[[ Record set open ]]
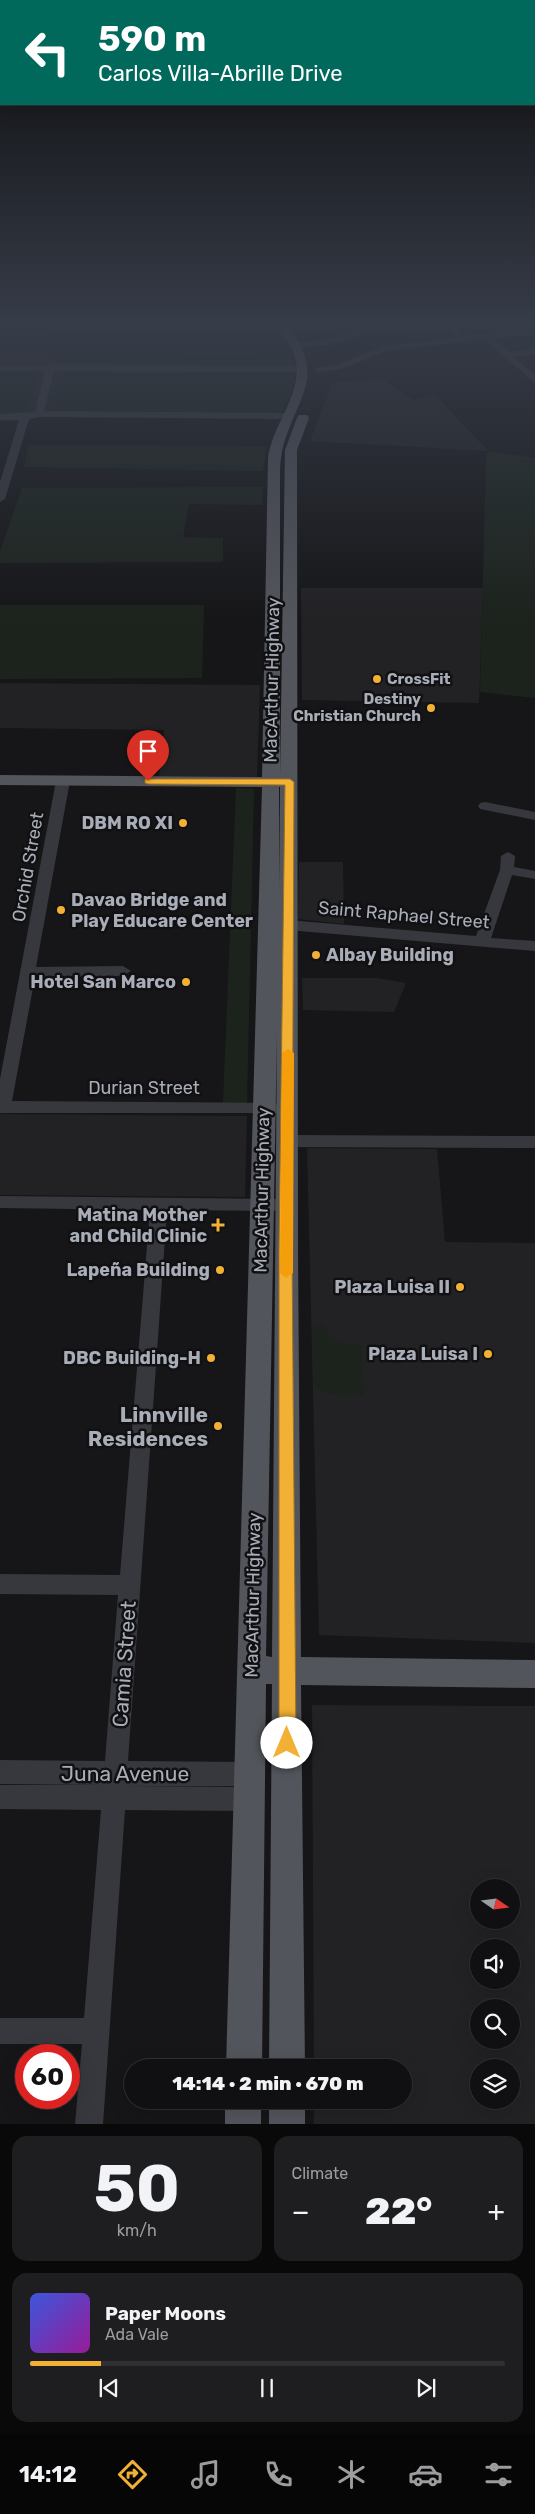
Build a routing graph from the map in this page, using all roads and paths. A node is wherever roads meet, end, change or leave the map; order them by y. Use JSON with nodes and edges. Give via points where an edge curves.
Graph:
{"nodes":[{"id":1,"x":23,"y":424,"type":"edge"},
{"id":2,"x":286,"y":424,"type":"edge"},
{"id":3,"x":301,"y":424,"type":"edge"},
{"id":4,"x":0,"y":499,"type":"edge"},
{"id":5,"x":274,"y":529,"type":"junction"},
{"id":6,"x":291,"y":529,"type":"junction"},
{"id":7,"x":273,"y":625,"type":"junction"},
{"id":8,"x":290,"y":625,"type":"junction"},
{"id":9,"x":273,"y":688,"type":"junction"},
{"id":10,"x":291,"y":688,"type":"junction"},
{"id":11,"x":0,"y":780,"type":"edge"},
{"id":12,"x":63,"y":781,"type":"junction"},
{"id":13,"x":280,"y":782,"type":"junction"},
{"id":14,"x":485,"y":806,"type":"dead end"},
{"id":15,"x":535,"y":816,"type":"edge"},
{"id":16,"x":535,"y":875,"type":"edge"},
{"id":17,"x":269,"y":924,"type":"junction"},
{"id":18,"x":290,"y":924,"type":"junction"},
{"id":19,"x":482,"y":941,"type":"junction"},
{"id":20,"x":535,"y":946,"type":"edge"},
{"id":21,"x":123,"y":971,"type":"dead end"},
{"id":22,"x":28,"y":972,"type":"junction"},
{"id":23,"x":2,"y":1107,"type":"edge"},
{"id":24,"x":264,"y":1109,"type":"junction"},
{"id":25,"x":288,"y":1109,"type":"junction"},
{"id":26,"x":287,"y":1140,"type":"junction"},
{"id":27,"x":535,"y":1142,"type":"edge"},
{"id":28,"x":0,"y":1202,"type":"edge"},
{"id":29,"x":159,"y":1203,"type":"junction"},
{"id":30,"x":274,"y":1205,"type":"junction"},
{"id":31,"x":0,"y":1584,"type":"edge"},
{"id":32,"x":130,"y":1585,"type":"junction"},
{"id":33,"x":251,"y":1670,"type":"junction"},
{"id":34,"x":287,"y":1670,"type":"junction"},
{"id":35,"x":535,"y":1674,"type":"edge"},
{"id":36,"x":0,"y":1772,"type":"edge"},
{"id":37,"x":116,"y":1773,"type":"junction"},
{"id":38,"x":249,"y":1786,"type":"junction"},
{"id":39,"x":0,"y":1797,"type":"edge"},
{"id":40,"x":114,"y":1798,"type":"junction"},
{"id":41,"x":0,"y":2031,"type":"edge"},
{"id":42,"x":96,"y":2031,"type":"junction"},
{"id":43,"x":244,"y":2059,"type":"edge"},
{"id":44,"x":287,"y":2059,"type":"edge"},
{"id":45,"x":243,"y":2109,"type":"edge"},
{"id":46,"x":287,"y":2109,"type":"edge"},
{"id":47,"x":90,"y":2124,"type":"edge"},
{"id":48,"x":243,"y":2124,"type":"edge"},
{"id":49,"x":287,"y":2124,"type":"edge"}],
"edges":[{"from":1,"to":4,"type":"street"},
{"from":2,"to":5,"type":"main road","name":"MacArthur Highway","via":[[276,449]]},
{"from":3,"to":6,"type":"main road","name":"MacArthur Highway","via":[[291,450]]},
{"from":5,"to":6,"type":"main road"},
{"from":5,"to":7,"type":"main road","name":"MacArthur Highway"},
{"from":6,"to":8,"type":"main road","name":"MacArthur Highway"},
{"from":7,"to":8,"type":"main road"},
{"from":7,"to":9,"type":"main road","name":"MacArthur Highway"},
{"from":8,"to":10,"type":"main road","name":"MacArthur Highway"},
{"from":9,"to":10,"type":"main road"},
{"from":9,"to":13,"type":"main road","name":"MacArthur Highway"},
{"from":10,"to":13,"type":"main road","name":"MacArthur Highway"},
{"from":11,"to":12,"type":"main road"},
{"from":12,"to":13,"type":"main road"},
{"from":12,"to":22,"type":"street","name":"Orchid Street"},
{"from":13,"to":17,"type":"main road","name":"MacArthur Highway"},
{"from":13,"to":18,"type":"main road","name":"MacArthur Highway"},
{"from":14,"to":15,"type":"street"},
{"from":16,"to":19,"type":"street","via":[[507,863]]},
{"from":17,"to":18,"type":"street","name":"Saint Raphael Street"},
{"from":17,"to":24,"type":"main road","name":"MacArthur Highway"},
{"from":18,"to":19,"type":"street","name":"Saint Raphael Street"},
{"from":18,"to":25,"type":"main road","name":"MacArthur Highway"},
{"from":19,"to":20,"type":"street","name":"Saint Raphael Street"},
{"from":21,"to":22,"type":"street"},
{"from":22,"to":23,"type":"street","name":"Orchid Street"},
{"from":23,"to":24,"type":"street","name":"Durian Street"},
{"from":24,"to":25,"type":"street","name":"Durian Street"},
{"from":24,"to":30,"type":"main road","name":"MacArthur Highway"},
{"from":25,"to":26,"type":"main road","name":"MacArthur Highway"},
{"from":26,"to":27,"type":"street"},
{"from":26,"to":30,"type":"main road","name":"MacArthur Highway"},
{"from":28,"to":29,"type":"street"},
{"from":29,"to":30,"type":"street"},
{"from":29,"to":32,"type":"street","name":"Camia Street"},
{"from":30,"to":33,"type":"main road","name":"MacArthur Highway"},
{"from":30,"to":34,"type":"main road","name":"MacArthur Highway"},
{"from":31,"to":32,"type":"street"},
{"from":32,"to":37,"type":"street","name":"Camia Street"},
{"from":33,"to":34,"type":"main road"},
{"from":33,"to":38,"type":"main road","name":"MacArthur Highway"},
{"from":34,"to":35,"type":"main road"},
{"from":34,"to":44,"type":"main road","name":"MacArthur Highway"},
{"from":36,"to":37,"type":"street","name":"Juna Avenue"},
{"from":37,"to":38,"type":"street","name":"Juna Avenue"},
{"from":37,"to":40,"type":"street","name":"Camia Street"},
{"from":38,"to":40,"type":"street","name":"Juna Avenue"},
{"from":38,"to":43,"type":"main road","name":"MacArthur Highway"},
{"from":39,"to":40,"type":"street","name":"Juna Avenue"},
{"from":40,"to":42,"type":"street","name":"Camia Street"},
{"from":41,"to":42,"type":"street"},
{"from":42,"to":47,"type":"street","name":"Camia Street"},
{"from":45,"to":48,"type":"main road"},
{"from":46,"to":49,"type":"main road"}]}
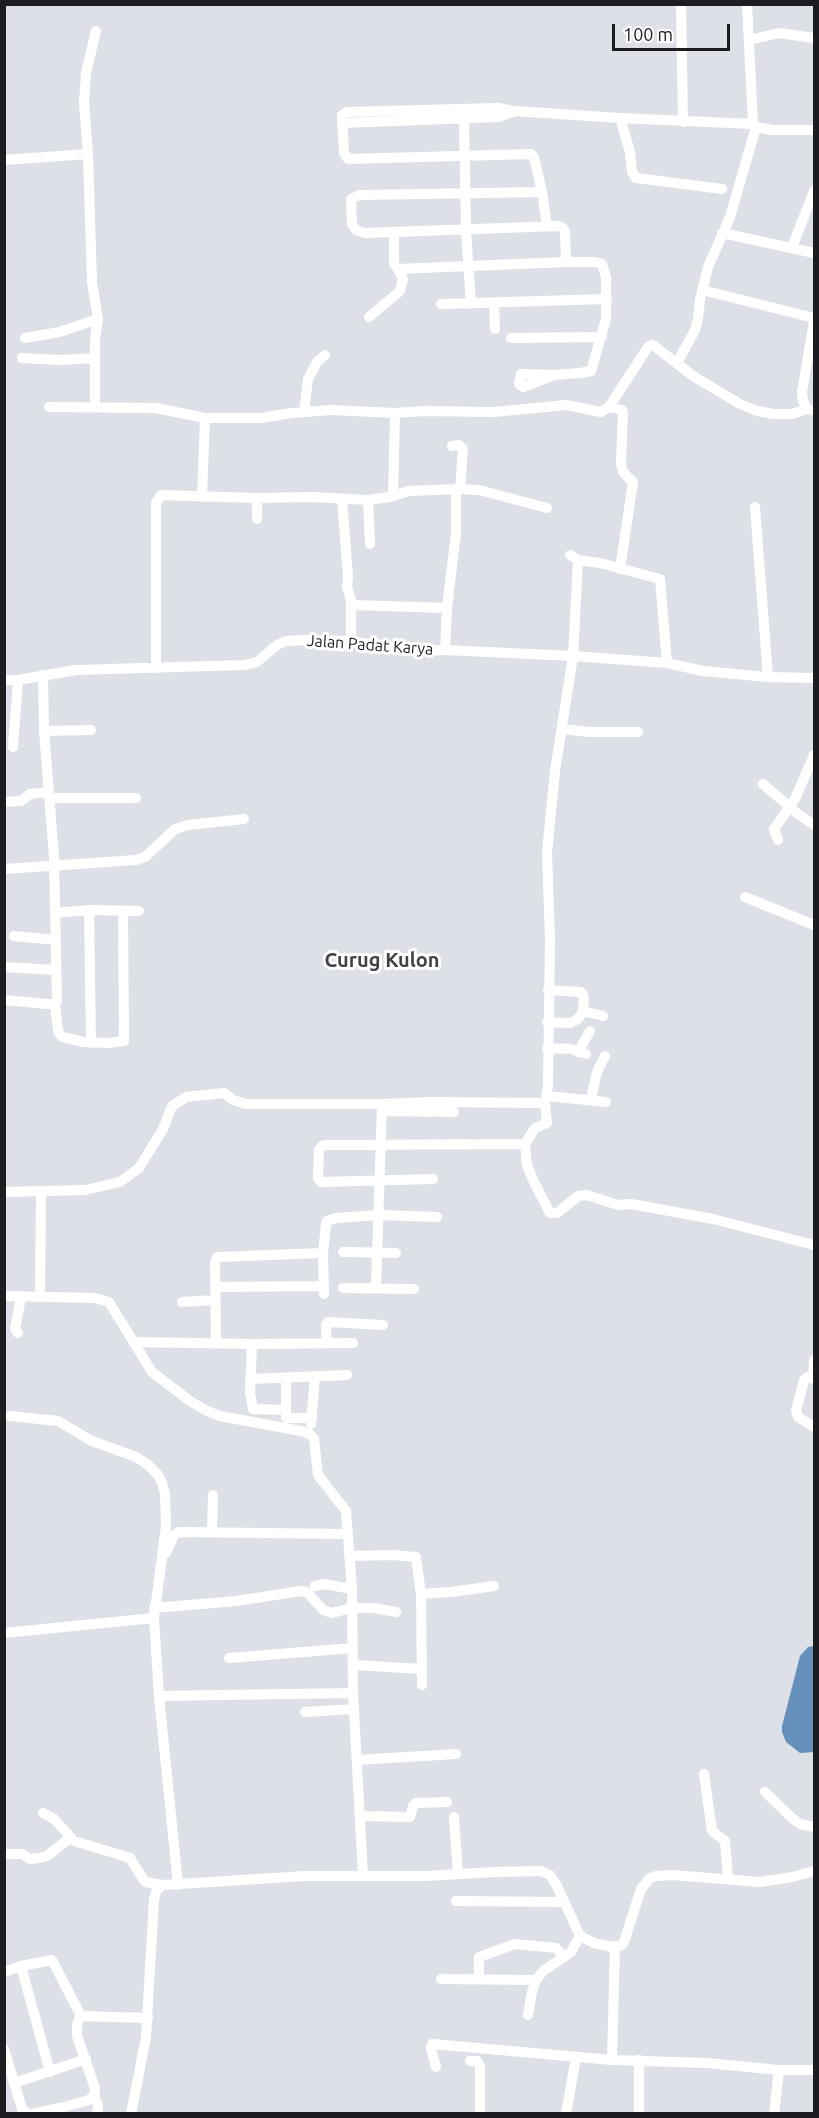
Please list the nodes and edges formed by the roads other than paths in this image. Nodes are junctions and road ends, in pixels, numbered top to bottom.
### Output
1 (681, 4) edge
2 (747, 4) edge
3 (96, 32) dead end
4 (814, 38) edge
5 (749, 40) junction
6 (514, 111) junction
7 (418, 115) junction
8 (620, 118) junction
9 (464, 119) junction
10 (683, 122) junction
11 (755, 125) junction
12 (814, 130) edge
13 (88, 154) junction
14 (464, 157) junction
15 (4, 160) edge
16 (722, 189) dead end
17 (814, 191) edge
18 (542, 192) junction
19 (465, 193) junction
20 (547, 226) junction
21 (466, 231) junction
22 (394, 232) junction
23 (722, 233) junction
24 (792, 247) junction
25 (814, 253) edge
26 (566, 262) junction
27 (469, 267) junction
28 (398, 269) junction
29 (702, 290) junction
30 (607, 299) junction
31 (441, 304) dead end
32 (471, 304) junction
33 (494, 304) junction
34 (369, 317) dead end
35 (98, 319) junction
36 (814, 320) edge
37 (495, 329) dead end
38 (602, 337) junction
39 (24, 338) dead end
40 (511, 338) dead end
41 (325, 355) dead end
42 (22, 358) dead end
43 (95, 358) junction
44 (676, 363) junction
45 (554, 375) dead end
46 (49, 407) dead end
47 (95, 407) junction
48 (609, 407) junction
49 (811, 409) edge
50 (304, 412) junction
51 (395, 413) junction
52 (205, 417) junction
53 (452, 446) dead end
54 (458, 489) junction
55 (393, 496) junction
56 (202, 498) junction
57 (257, 498) junction
58 (342, 499) junction
59 (368, 500) junction
60 (755, 507) dead end
61 (547, 508) dead end
62 (257, 519) dead end
63 (370, 544) dead end
64 (620, 569) junction
65 (351, 605) junction
66 (447, 608) junction
67 (351, 641) junction
68 (446, 650) junction
69 (573, 656) junction
70 (667, 663) junction
71 (156, 668) junction
72 (43, 675) junction
73 (768, 677) junction
74 (814, 678) edge
75 (4, 680) edge
76 (18, 680) junction
77 (562, 729) junction
78 (90, 730) dead end
79 (44, 731) junction
80 (638, 732) dead end
81 (13, 747) dead end
82 (814, 755) edge
83 (764, 784) dead end
84 (49, 795) junction
85 (136, 798) dead end
86 (4, 802) edge
87 (791, 806) junction
88 (244, 819) dead end
89 (814, 825) edge
90 (778, 840) dead end
91 (53, 867) junction
92 (4, 870) edge
93 (745, 897) dead end
94 (89, 910) junction
95 (123, 911) junction
96 (139, 911) dead end
97 (56, 913) junction
98 (814, 926) edge
99 (14, 936) dead end
100 (56, 940) junction
101 (4, 967) edge
102 (56, 970) junction
103 (548, 990) junction
104 (4, 1000) edge
105 (55, 1004) junction
106 (583, 1011) junction
107 (603, 1016) dead end
108 (547, 1022) junction
109 (590, 1031) dead end
110 (91, 1043) junction
111 (547, 1048) junction
112 (605, 1056) dead end
113 (591, 1099) junction
114 (546, 1100) junction
115 (606, 1102) dead end
116 (382, 1107) junction
117 (454, 1112) dead end
118 (380, 1144) junction
119 (525, 1144) junction
120 (433, 1179) dead end
121 (380, 1182) junction
122 (4, 1192) edge
123 (40, 1192) junction
124 (379, 1215) junction
125 (437, 1217) dead end
126 (814, 1245) edge
127 (343, 1252) dead end
128 (377, 1252) junction
129 (323, 1253) junction
130 (396, 1253) dead end
131 (216, 1287) junction
132 (376, 1287) junction
133 (343, 1288) dead end
134 (414, 1289) dead end
135 (4, 1296) edge
136 (40, 1296) junction
137 (21, 1297) junction
138 (215, 1300) junction
139 (182, 1302) dead end
140 (383, 1325) dead end
141 (18, 1333) dead end
142 (134, 1342) junction
143 (216, 1343) junction
144 (327, 1343) junction
145 (353, 1343) dead end
146 (252, 1344) junction
147 (814, 1360) edge
148 (347, 1375) dead end
149 (315, 1376) junction
150 (286, 1378) junction
151 (250, 1379) junction
152 (814, 1379) edge
153 (286, 1410) junction
154 (10, 1416) dead end
155 (312, 1418) junction
156 (814, 1427) edge
157 (310, 1434) junction
158 (213, 1495) dead end
159 (212, 1532) junction
160 (347, 1534) junction
161 (349, 1556) junction
162 (163, 1558) junction
163 (315, 1586) dead end
164 (494, 1586) dead end
165 (352, 1589) junction
166 (421, 1594) junction
167 (352, 1608) junction
168 (396, 1612) dead end
169 (154, 1613) junction
170 (4, 1633) edge
171 (353, 1648) junction
172 (229, 1658) dead end
173 (354, 1665) junction
174 (422, 1669) junction
175 (422, 1685) dead end
176 (354, 1693) junction
177 (159, 1696) junction
178 (354, 1709) junction
179 (304, 1712) dead end
180 (456, 1754) dead end
181 (357, 1760) junction
182 (704, 1774) dead end
183 (765, 1792) dead end
184 (447, 1802) dead end
185 (43, 1814) dead end
186 (360, 1816) junction
187 (454, 1817) dead end
188 (814, 1827) edge
189 (70, 1838) junction
190 (4, 1854) edge
191 (814, 1871) edge
192 (458, 1874) junction
193 (363, 1875) junction
194 (728, 1879) junction
195 (163, 1884) junction
196 (178, 1885) junction
197 (456, 1901) dead end
198 (564, 1902) junction
199 (580, 1936) junction
200 (615, 1946) junction
201 (564, 1958) junction
202 (21, 1966) junction
203 (4, 1972) edge
204 (479, 1978) junction
205 (441, 1979) dead end
206 (536, 1980) junction
207 (528, 2015) dead end
208 (81, 2016) junction
209 (148, 2018) junction
210 (4, 2049) edge
211 (576, 2057) junction
212 (86, 2059) junction
213 (612, 2060) junction
214 (639, 2060) junction
215 (470, 2061) dead end
216 (436, 2067) dead end
217 (779, 2070) junction
218 (814, 2070) edge
219 (50, 2072) junction
220 (14, 2083) junction
221 (94, 2096) junction
222 (65, 2110) edge
223 (31, 2114) edge
224 (97, 2114) edge
225 (131, 2114) edge
226 (480, 2114) edge
227 (566, 2114) edge
228 (639, 2114) edge
229 (774, 2114) edge

1 - 10 street
2 - 5 street
3 - 13 street
4 - 5 street
5 - 11 street
6 - 7 street
6 - 8 street
6 - 9 street
7 - 9 street
7 - 14 street
8 - 10 street
8 - 16 street
9 - 14 street
10 - 11 street
11 - 12 street
11 - 23 street
13 - 15 street
13 - 35 street
14 - 18 street
14 - 19 street
17 - 24 street
18 - 19 street
18 - 20 street
19 - 21 street
19 - 22 street
20 - 21 street
20 - 26 street
21 - 22 street
21 - 27 street
22 - 28 street
23 - 24 street
23 - 29 street
24 - 25 street
26 - 27 street
26 - 30 street
27 - 28 street
27 - 32 street
28 - 34 street
29 - 36 street
29 - 44 street
30 - 33 street
30 - 38 street
31 - 32 street
32 - 33 street
33 - 37 street
35 - 39 street
35 - 43 street
36 - 49 street
38 - 40 street
38 - 45 street
41 - 50 street
42 - 43 street
43 - 47 street
44 - 48 street
44 - 49 street
46 - 47 street
47 - 52 street
48 - 51 street
48 - 64 street
50 - 51 street
50 - 52 street
51 - 55 street
52 - 56 street
53 - 54 street
54 - 55 street
54 - 61 street
54 - 66 street
55 - 59 street
56 - 57 street
56 - 71 street
57 - 58 street
57 - 62 street
58 - 59 street
58 - 65 street
59 - 63 street
60 - 73 street
64 - 69 street
64 - 70 street
65 - 66 street
65 - 67 street
66 - 68 street
67 - 68 street, Jalan Padat Karya
67 - 71 street, Jalan Padat Karya
68 - 69 street, Jalan Padat Karya
69 - 70 street, Jalan Padat Karya
69 - 77 street
70 - 73 street, Jalan Padat Karya
71 - 72 street, Jalan Padat Karya
72 - 76 street, Jalan Padat Karya
72 - 79 street
73 - 74 street, Jalan Padat Karya
75 - 76 street, Jalan Padat Karya
76 - 81 street
77 - 80 street
77 - 103 street
78 - 79 street
79 - 84 street
82 - 87 street
83 - 87 street
84 - 85 street
84 - 86 street
84 - 91 street
87 - 89 street
87 - 90 street
88 - 91 street
91 - 92 street
91 - 97 street
93 - 98 street
94 - 95 street
94 - 97 street
94 - 110 street
95 - 96 street
95 - 110 street
97 - 100 street
99 - 100 street
100 - 102 street
101 - 102 street
102 - 105 street
103 - 106 street
103 - 108 street
104 - 105 street
105 - 110 street
106 - 107 street
106 - 108 street
108 - 111 street
109 - 111 street
111 - 114 street
112 - 113 street
113 - 114 street
113 - 115 street
114 - 116 street
114 - 119 street
116 - 117 street
116 - 118 street
116 - 123 street
118 - 119 street
118 - 121 street
118 - 121 street
119 - 126 street
120 - 121 street
121 - 124 street
122 - 123 street
123 - 136 street
124 - 125 street
124 - 128 street
124 - 129 street
127 - 128 street
128 - 130 street
128 - 132 street
129 - 131 street
129 - 131 street
131 - 138 street
132 - 133 street
132 - 134 street
135 - 137 street
136 - 137 street
136 - 142 street
137 - 141 street
138 - 139 street
138 - 143 street
140 - 144 street
142 - 143 street
142 - 157 street
143 - 146 street
144 - 145 street
144 - 146 street
146 - 151 street
147 - 152 street
148 - 149 street
149 - 150 street
149 - 155 street
150 - 151 street
150 - 153 street
151 - 153 street
152 - 156 street
153 - 155 street
154 - 162 street
155 - 157 street
157 - 160 street
158 - 159 street
159 - 160 street
159 - 162 street
160 - 161 street
161 - 165 street
161 - 166 street
162 - 169 street
163 - 165 street
164 - 166 street
165 - 167 street
166 - 174 street
167 - 168 street
167 - 169 street
167 - 171 street
169 - 170 street
169 - 177 street
171 - 172 street
171 - 173 street
173 - 174 street
173 - 176 street
174 - 175 street
176 - 177 street
176 - 178 street
177 - 196 street
178 - 179 street
178 - 181 street
180 - 181 street
181 - 186 street
182 - 194 street
183 - 188 street
184 - 186 street
185 - 189 street
186 - 193 street
187 - 192 street
189 - 190 street
189 - 195 street
191 - 194 street
192 - 193 street
192 - 198 street
193 - 196 street
194 - 200 street
195 - 196 street
195 - 209 street
197 - 198 street
198 - 199 street
199 - 200 street
199 - 201 street
200 - 213 street
201 - 204 street
201 - 206 street
202 - 203 street
202 - 208 street
202 - 219 street
204 - 205 street
204 - 206 street
206 - 207 street
208 - 209 street
208 - 212 street
209 - 225 street
210 - 220 street
211 - 213 street
211 - 216 street
211 - 227 street
212 - 219 street
212 - 221 street
213 - 214 street
214 - 217 street
214 - 228 street
215 - 226 street
217 - 218 street
217 - 229 street
219 - 220 street
220 - 223 street
221 - 222 street
221 - 224 street
222 - 223 street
[[ Record set closed ]]
◆ **Work to be completed**: Search the data and copy each line containing "Karya".

◆ **Answer for the task**:
67 - 68 street, Jalan Padat Karya
67 - 71 street, Jalan Padat Karya
68 - 69 street, Jalan Padat Karya
69 - 70 street, Jalan Padat Karya
70 - 73 street, Jalan Padat Karya
71 - 72 street, Jalan Padat Karya
72 - 76 street, Jalan Padat Karya
73 - 74 street, Jalan Padat Karya
75 - 76 street, Jalan Padat Karya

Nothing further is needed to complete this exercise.